Non è comune vedere un circuito di Formula 1 aprire le proprie porte al pubblico. E ancora meno comune è che un team come Red Bull trasformi la propria pista all-corner in un luogo di sport aperto a tutti. Eppure, per la Wings for Life World Run del 10 maggio 2026, è esattamente ciò che accadrà.
La fondazione, da anni sostenuta da Red Bull, organizza una delle corse benefiche più partecipate al mondo, e questa volta avrà un palcoscenico inedito: un circuito di F1. A dare ulteriore forza all’iniziativa c’è Max Verstappen, che attraverso i canali social del team ha rilanciato l’annuncio, invitando la community a unirsi a un evento che unisce sport, solidarietà e ricerca scientifica.

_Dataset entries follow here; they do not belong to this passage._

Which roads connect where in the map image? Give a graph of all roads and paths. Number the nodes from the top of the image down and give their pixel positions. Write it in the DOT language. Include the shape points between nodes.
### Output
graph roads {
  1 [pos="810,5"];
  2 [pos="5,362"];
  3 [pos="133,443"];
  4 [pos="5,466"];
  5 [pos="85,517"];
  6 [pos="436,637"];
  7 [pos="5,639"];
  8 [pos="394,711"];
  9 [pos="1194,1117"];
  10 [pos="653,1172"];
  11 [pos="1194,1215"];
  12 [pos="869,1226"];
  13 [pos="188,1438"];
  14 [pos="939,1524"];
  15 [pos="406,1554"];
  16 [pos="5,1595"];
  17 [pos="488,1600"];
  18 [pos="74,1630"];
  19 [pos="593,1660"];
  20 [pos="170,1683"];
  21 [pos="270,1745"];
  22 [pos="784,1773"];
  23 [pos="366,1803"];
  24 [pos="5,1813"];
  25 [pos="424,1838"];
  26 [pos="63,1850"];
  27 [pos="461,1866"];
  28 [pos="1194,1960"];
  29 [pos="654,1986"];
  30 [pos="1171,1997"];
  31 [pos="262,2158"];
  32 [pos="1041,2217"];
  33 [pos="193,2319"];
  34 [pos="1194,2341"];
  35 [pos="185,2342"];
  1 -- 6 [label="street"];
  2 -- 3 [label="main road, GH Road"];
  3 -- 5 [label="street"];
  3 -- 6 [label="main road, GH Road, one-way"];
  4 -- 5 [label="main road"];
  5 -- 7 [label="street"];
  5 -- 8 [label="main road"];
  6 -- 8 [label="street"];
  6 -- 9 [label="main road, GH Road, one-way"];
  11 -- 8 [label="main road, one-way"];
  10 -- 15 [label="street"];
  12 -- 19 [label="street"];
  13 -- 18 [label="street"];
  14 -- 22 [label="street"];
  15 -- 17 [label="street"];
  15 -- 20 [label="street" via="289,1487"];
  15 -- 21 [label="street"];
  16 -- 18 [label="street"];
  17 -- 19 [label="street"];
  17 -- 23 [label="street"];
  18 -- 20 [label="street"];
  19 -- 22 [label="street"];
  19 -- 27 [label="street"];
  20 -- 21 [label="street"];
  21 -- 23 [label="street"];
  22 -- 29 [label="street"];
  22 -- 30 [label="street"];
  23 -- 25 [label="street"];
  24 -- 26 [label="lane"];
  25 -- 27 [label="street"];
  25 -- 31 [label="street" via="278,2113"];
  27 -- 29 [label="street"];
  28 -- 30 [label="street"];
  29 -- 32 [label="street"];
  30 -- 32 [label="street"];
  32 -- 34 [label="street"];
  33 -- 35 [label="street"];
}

Un gesto semplice, ma significativo: quando il pilota più dominante della sua generazione amplifica un messaggio, quel messaggio arriva ovunque.

L’annuncio ufficiale del team è stato chiaro e diretto:
«Per la prima volta in assoluto, apriamo le porte del nostro circuito da corsa all-corner per ospitare la Wings for Life World Run. Il 10 maggio 2026, corri, cammina o vai in sedia a rotelle nella gara più grande del mondo finché l'auto di recupero non ti raggiunge. Il 100% della quota di iscrizione sarà devoluto alla ricerca sulle lesioni del midollo spinale. Si parte!»Un messaggio che ha immediatamente catturato l’attenzione dei tifosi.
La Wings for Life World Run è un format unico: niente traguardo, niente distanze fisse, solo un obiettivo comune — sostenere la ricerca sulle lesioni al midollo spinale.
Max Verstappen non ha rilasciato dichiarazioni dirette, ma ha fatto qualcosa di altrettanto efficace: ha usato la sua immagine e i suoi canali ufficiali per promuovere l’evento. Il messaggio è chiaro: se Verstappen lo condivide, la community risponde.
La sua presenza nella campagna non è solo simbolica. È un modo per avvicinare il mondo della F1 a un’iniziativa che parla di solidarietà, ricerca e inclusione. E quando un campione del suo calibro presta il volto a una causa, quella causa diventa immediatamente più visibile.
La Wings for Life World Run è un evento planetario: milioni di partecipanti, decine di paesi, un’unica partenza sincronizzata. La Catcher Car che insegue i corridori è il simbolo di una gara che non premia la velocità, ma la partecipazione. Red Bull, da anni partner della fondazione, ha deciso di fare un passo ulteriore: aprire il proprio circuito, trasformarlo in un luogo di incontro e solidarietà. E Verstappen, con la sua amplificazione social, ha dato all’evento una visibilità che nessuna campagna tradizionale avrebbe potuto garantire.
Il 10 maggio 2026 non sarà solo una data nel calendario della beneficenza.
Sarà il giorno in cui un circuito di Formula 1 si aprirà al mondo, e in cui Max Verstappen — senza proclami, senza slogan — avrà contribuito a portare migliaia di persone a correre per una causa che conta davvero.
Un gesto discreto, ma potente. Un modo diverso di vivere la velocità: non per competere, ma per aiutare.